» **DATA PROVIDED**:
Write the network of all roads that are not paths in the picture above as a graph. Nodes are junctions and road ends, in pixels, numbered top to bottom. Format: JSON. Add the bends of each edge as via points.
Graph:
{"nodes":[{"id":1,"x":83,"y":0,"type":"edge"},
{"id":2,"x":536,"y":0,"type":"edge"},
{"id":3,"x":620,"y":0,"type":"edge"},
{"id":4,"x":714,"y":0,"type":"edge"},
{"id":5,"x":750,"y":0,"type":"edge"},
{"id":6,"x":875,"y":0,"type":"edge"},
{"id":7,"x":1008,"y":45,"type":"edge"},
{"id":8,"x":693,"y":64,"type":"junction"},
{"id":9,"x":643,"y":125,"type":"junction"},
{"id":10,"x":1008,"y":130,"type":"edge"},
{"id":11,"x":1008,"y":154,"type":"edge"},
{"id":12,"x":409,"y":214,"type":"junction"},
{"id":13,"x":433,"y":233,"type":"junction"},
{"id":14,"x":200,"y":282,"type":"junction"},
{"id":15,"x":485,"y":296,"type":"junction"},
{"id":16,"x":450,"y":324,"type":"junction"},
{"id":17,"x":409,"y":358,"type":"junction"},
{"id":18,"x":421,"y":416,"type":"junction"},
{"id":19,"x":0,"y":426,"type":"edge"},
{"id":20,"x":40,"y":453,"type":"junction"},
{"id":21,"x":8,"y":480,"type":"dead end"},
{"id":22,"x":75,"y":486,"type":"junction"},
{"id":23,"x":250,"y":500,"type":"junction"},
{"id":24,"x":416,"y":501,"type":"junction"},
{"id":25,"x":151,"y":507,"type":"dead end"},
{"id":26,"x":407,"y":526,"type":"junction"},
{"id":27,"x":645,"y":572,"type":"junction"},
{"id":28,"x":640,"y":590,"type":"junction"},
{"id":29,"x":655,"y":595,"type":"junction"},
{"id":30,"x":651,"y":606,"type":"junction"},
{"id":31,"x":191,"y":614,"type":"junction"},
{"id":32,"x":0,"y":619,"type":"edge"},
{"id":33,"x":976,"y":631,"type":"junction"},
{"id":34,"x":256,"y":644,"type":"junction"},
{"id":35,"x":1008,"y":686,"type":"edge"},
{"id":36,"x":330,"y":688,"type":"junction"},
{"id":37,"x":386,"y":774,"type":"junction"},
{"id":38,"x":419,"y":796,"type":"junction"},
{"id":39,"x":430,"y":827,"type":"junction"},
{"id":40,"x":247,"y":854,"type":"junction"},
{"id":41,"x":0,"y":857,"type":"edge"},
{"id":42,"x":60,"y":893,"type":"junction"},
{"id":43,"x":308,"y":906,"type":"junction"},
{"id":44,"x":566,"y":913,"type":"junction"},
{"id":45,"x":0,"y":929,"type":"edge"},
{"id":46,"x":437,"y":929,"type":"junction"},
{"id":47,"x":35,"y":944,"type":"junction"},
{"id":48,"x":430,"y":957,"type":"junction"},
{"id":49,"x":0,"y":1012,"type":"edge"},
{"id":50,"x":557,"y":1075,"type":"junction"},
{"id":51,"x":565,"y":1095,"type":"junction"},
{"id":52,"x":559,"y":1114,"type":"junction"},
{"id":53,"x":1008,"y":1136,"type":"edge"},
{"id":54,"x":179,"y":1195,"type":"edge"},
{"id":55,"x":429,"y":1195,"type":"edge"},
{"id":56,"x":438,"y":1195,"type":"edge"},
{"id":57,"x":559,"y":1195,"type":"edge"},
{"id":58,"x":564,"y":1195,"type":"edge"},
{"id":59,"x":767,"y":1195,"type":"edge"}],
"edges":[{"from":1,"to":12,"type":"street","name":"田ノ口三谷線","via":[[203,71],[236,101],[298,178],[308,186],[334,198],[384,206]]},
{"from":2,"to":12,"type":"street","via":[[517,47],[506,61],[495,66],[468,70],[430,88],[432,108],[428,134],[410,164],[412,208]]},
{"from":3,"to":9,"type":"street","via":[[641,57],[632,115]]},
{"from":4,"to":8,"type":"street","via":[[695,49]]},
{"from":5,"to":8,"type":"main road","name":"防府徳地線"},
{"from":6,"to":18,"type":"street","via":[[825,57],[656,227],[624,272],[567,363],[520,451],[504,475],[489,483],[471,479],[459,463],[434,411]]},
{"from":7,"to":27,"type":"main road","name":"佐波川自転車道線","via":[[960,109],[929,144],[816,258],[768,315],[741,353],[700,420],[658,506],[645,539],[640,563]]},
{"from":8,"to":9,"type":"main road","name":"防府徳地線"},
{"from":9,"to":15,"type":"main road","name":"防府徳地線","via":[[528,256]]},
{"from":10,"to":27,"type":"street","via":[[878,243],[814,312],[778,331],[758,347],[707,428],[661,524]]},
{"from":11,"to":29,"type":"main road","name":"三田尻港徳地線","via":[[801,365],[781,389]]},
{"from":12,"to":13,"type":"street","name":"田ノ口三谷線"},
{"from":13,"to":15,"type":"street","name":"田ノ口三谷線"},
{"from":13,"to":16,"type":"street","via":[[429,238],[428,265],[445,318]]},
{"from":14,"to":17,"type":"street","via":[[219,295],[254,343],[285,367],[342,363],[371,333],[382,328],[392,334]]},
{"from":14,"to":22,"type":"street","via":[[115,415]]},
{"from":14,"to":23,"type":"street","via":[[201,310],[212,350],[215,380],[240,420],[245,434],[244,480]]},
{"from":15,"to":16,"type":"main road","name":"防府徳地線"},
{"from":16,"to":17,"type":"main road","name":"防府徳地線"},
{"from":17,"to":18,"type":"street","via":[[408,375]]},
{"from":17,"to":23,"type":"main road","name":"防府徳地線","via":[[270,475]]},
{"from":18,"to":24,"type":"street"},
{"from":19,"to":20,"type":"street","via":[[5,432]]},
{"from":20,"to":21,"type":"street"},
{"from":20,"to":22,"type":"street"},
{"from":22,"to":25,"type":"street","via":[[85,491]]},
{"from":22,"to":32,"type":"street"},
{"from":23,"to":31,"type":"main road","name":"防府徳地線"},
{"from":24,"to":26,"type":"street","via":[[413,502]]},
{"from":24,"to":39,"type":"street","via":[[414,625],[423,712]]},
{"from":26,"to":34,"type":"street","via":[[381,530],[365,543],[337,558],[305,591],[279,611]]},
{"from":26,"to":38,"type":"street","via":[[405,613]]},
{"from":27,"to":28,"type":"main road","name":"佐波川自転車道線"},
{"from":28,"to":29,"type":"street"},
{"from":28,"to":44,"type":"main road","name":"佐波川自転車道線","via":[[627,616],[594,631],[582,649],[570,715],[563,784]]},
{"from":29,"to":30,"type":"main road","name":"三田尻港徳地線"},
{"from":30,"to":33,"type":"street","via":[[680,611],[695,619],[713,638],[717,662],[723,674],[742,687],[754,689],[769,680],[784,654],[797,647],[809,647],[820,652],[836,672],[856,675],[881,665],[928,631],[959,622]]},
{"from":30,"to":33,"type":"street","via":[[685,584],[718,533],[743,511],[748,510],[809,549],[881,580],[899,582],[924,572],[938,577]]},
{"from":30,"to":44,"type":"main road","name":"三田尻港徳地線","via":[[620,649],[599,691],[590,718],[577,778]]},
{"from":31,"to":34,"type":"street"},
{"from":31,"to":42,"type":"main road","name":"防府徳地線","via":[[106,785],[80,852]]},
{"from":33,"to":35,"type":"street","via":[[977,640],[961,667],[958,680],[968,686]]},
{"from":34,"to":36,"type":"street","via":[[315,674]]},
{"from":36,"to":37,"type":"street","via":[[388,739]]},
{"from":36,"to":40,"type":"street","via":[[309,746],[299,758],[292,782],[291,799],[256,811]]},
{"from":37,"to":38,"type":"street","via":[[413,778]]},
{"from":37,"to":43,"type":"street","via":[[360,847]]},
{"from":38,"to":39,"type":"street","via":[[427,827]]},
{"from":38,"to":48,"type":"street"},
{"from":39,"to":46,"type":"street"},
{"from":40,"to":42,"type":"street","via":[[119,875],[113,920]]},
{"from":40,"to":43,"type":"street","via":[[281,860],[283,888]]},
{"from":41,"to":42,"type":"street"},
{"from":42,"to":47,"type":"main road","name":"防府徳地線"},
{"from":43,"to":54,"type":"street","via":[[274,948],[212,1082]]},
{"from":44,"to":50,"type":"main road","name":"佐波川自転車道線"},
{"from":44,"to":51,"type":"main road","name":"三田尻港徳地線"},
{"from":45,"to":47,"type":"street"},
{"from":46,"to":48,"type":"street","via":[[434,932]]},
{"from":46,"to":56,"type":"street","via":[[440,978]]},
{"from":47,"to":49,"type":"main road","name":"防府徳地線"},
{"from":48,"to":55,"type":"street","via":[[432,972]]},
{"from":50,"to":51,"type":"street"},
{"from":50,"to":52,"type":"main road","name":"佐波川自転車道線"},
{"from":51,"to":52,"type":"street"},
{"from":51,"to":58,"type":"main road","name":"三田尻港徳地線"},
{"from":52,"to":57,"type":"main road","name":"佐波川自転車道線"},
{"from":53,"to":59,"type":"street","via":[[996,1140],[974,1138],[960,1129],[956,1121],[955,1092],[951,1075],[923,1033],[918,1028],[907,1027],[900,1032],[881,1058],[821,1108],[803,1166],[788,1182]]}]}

» **TO DO**: When a line of the records has the word "dead", pick it out and copy it.

» **WRITTEN REPLY**:
{"id":21,"x":8,"y":480,"type":"dead end"},
{"id":25,"x":151,"y":507,"type":"dead end"},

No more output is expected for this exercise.